- [GOAL OF THE EXERCISE] Copy out each line of the data holding "highway".

- [DATA EXTRACT]
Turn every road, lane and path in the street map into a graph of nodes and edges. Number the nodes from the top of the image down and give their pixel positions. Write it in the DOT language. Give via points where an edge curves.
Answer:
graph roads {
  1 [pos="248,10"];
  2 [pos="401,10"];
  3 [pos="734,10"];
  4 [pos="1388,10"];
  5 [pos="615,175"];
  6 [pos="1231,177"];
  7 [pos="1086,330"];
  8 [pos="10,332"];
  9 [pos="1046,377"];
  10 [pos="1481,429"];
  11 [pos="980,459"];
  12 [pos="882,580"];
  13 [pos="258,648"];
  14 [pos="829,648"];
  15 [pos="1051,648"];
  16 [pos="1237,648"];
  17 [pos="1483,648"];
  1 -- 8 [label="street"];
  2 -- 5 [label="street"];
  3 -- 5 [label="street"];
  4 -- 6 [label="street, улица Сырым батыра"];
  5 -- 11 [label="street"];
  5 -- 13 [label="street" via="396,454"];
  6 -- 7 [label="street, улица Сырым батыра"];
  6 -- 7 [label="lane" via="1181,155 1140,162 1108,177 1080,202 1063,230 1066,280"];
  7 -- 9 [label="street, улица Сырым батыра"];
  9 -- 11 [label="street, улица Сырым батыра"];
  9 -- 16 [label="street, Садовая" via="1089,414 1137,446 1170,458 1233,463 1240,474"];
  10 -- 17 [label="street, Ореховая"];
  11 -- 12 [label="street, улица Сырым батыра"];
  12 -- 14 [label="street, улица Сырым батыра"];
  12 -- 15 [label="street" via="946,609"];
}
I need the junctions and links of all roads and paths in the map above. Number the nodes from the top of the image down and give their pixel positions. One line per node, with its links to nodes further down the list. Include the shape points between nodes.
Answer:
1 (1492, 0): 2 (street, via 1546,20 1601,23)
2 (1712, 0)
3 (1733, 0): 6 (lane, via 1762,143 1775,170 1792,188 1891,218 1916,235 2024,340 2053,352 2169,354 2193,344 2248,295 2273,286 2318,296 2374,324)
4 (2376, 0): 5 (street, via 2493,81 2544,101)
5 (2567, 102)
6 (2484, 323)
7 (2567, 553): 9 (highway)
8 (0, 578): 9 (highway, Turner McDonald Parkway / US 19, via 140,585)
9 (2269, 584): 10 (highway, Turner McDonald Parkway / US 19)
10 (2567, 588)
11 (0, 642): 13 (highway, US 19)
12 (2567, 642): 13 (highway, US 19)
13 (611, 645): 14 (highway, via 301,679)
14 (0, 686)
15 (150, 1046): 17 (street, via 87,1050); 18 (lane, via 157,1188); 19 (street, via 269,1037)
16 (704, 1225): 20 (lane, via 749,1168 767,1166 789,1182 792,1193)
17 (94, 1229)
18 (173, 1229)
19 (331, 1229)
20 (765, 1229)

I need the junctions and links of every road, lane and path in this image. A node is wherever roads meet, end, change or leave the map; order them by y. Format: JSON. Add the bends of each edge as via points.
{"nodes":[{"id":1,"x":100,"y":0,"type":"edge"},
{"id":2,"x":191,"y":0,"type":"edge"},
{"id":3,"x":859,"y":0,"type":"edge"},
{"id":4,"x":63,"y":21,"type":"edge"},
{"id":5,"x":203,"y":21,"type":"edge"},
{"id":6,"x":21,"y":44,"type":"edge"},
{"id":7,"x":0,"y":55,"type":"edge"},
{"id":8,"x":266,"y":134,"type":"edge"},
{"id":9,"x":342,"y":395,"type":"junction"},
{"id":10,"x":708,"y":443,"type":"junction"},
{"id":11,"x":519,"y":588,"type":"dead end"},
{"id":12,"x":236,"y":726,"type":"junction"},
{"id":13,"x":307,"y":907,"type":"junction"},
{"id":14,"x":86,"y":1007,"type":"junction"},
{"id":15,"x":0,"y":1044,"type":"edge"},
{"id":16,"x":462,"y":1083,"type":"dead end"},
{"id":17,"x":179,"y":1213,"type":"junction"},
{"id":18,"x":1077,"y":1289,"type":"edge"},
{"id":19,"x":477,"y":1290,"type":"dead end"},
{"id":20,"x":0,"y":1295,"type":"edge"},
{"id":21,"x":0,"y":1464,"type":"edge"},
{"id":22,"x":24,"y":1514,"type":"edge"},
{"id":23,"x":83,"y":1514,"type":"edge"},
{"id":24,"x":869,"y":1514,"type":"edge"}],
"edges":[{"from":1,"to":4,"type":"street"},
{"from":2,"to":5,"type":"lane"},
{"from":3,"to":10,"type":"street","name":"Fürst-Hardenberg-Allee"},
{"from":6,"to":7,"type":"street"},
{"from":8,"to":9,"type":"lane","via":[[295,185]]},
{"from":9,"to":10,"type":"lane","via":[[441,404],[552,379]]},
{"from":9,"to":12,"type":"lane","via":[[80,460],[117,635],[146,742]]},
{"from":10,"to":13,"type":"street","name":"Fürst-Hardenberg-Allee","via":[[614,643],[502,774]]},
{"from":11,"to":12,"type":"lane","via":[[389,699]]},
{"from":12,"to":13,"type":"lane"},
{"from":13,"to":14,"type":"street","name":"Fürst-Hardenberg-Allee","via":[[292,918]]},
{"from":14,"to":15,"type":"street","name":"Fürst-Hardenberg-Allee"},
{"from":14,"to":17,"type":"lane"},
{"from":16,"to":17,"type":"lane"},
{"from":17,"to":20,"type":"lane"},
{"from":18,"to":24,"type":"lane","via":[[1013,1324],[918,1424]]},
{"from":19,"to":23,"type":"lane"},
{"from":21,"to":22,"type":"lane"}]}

- [TASK RESULT]
7 (2567, 553): 9 (highway)
8 (0, 578): 9 (highway, Turner McDonald Parkway / US 19, via 140,585)
9 (2269, 584): 10 (highway, Turner McDonald Parkway / US 19)
11 (0, 642): 13 (highway, US 19)
12 (2567, 642): 13 (highway, US 19)
13 (611, 645): 14 (highway, via 301,679)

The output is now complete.